DITTO's core contribution is the optimization of a novel distance measure defined in the latent space of a learned world model. This measure is created by rolling out a learned policy in the latent space of a learned world model, and then computing the divergence from expert trajectories over multiple time steps. This reward is then minimized through on-policy reinforcement learning. Amongst other things, by training within the WM and learning a policy under its own induced state distribution, one of the primary issues this approach addresses is covariate shift in imitation learning. This is specifically when a policy fails at test time, meaning that the distribution of states it encounters is different from training, thus leading to further downstream compounding errors.

Training a BC Agent on the World Model

The final step I took was training agents within the world model of Nocturne. I started with training a BC agent that takes the latents generated by the WM, uses the policy to predict a distribution of potential actions, and computed the cross-entropy loss between the true actions taken by the expert and the actions predicted by the agent.

Within the DITTO codebase, training a BC agent on the latents is a part of the normal training loop of the actor-critic policy. An experimental training run showed that the loss was indeed going down (Figure 3).

Figure 3: Loss from BC agent trained on latents of Nocturne WM.

To visualize the rollout of a BC agent in the latent space, I wrote a function that loops to grab the current latent state, uses the policy to generate a set of actions, and then uses those actions and current state to dream, or take a step in the WM. Further, the state returned after taking a step in the WM can be utilized to recreate an actual observation from the WM: all I had to do was index into the first dimension of the state (since the function still returned batched observation) so I could retrieve the properly sized latent that could be passed into the decoder. From there, I was able to write a function for the decoder that was able to recover an image just from the latents (no existing function with this sole job), and I was able to generate what the world model would look like after taking an action in the latent space:

Figure 4: A reconstruction of the visualization of the Nocturne environment from a step in the latent space of the world model.

Training an Actor-Critic Agent on the World Model

Finally, the last agent I trained was the actor-critic agent. As outlined in the DITTO paper, the authors used an agent composed of a stochastic actor which samples actions from a learned policy with parameter vector $θ$ , and a deterministic critic which predicts the expected sum of future rewards the actor will achieve from the current state with parameter vector $ψ$ .
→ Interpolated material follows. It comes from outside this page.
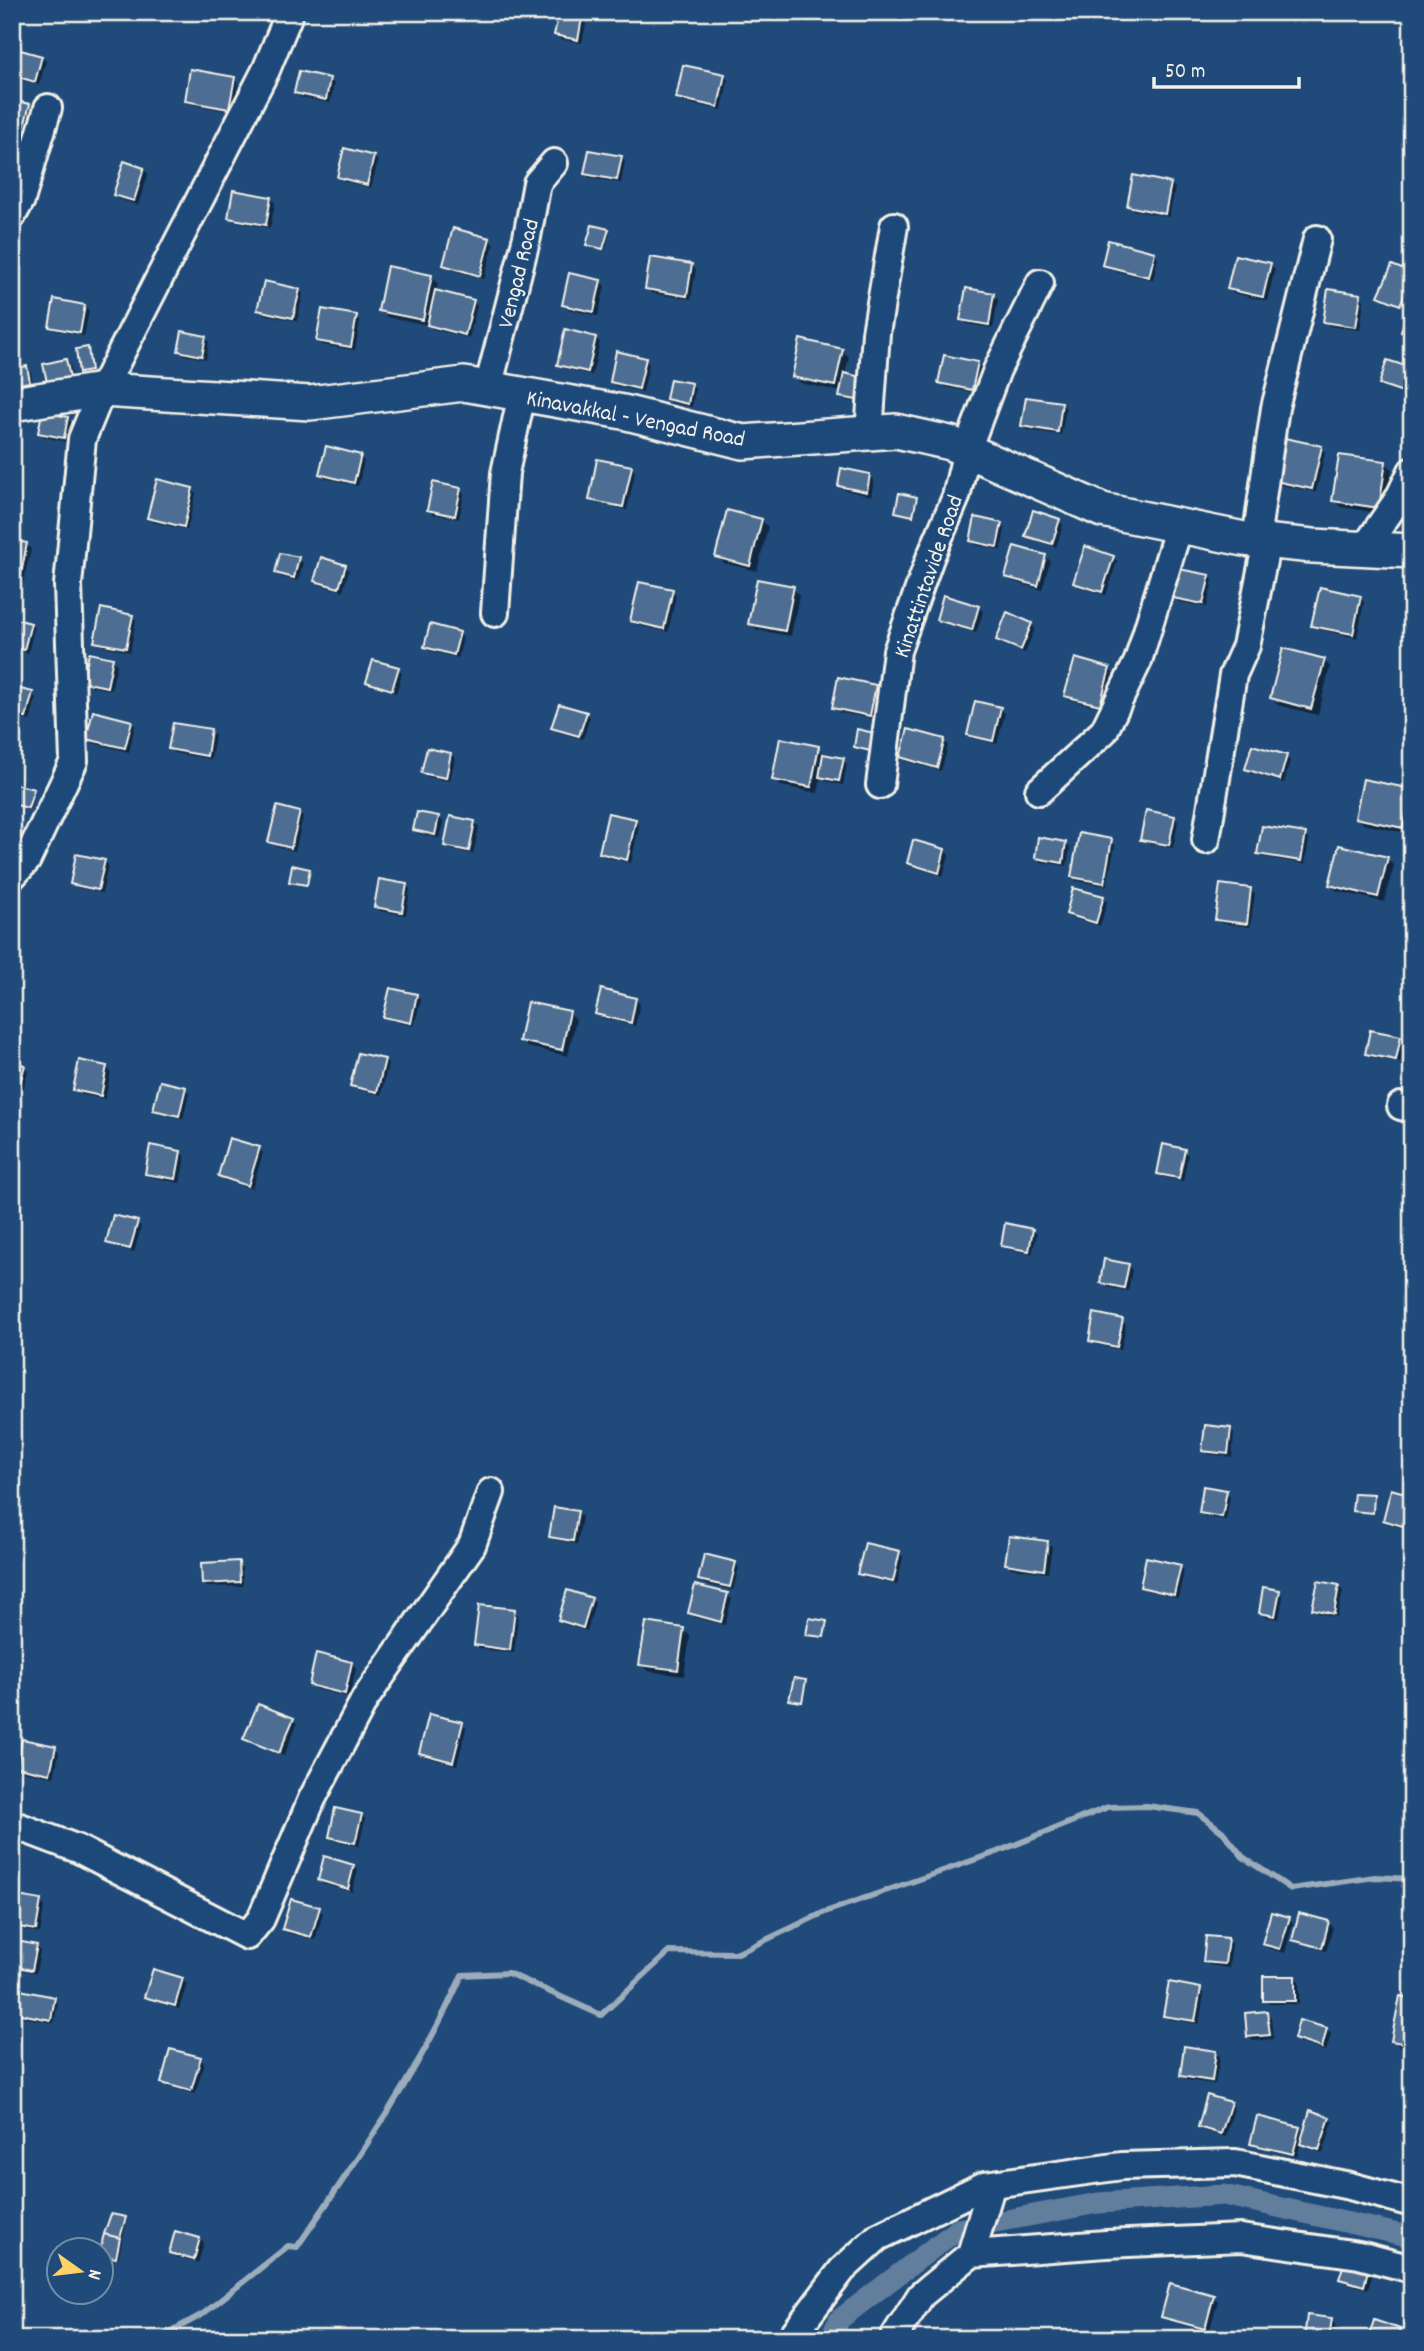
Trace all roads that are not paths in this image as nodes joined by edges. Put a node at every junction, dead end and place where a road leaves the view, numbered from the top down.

Overall, the training loop works without error, with the main issue being fixing the validation part of training. While I was able to fix the issues regarding the validation function at least once, the issues still remain open and require a bit of debugging, with some notes from listed in the weekly reports. However, perhaps the most important contribution is writing a new function for validation for Nocturne, which involves:

Generating an image from a timestep and turning it into a latent state using the world model.
Feeding the latent state observation into the model to produce an action.
Turning the singular integer action back into a pair of acceleration and steering parameters.
Repeating this loop for a certain amount of games and recording validation statistics.

Future Work

Overall, there is much future work to tighten all of the loose ends, given the bulk of this experimental work The most relevant fix is improving upon the existing world model, which includes potential steps such as:

Training for more timesteps
Even higher input image size, such as 256 by 256
More depth for the CNN itself

Outside of that, making sure the validation code for works for the actor-critic policy is also crucial.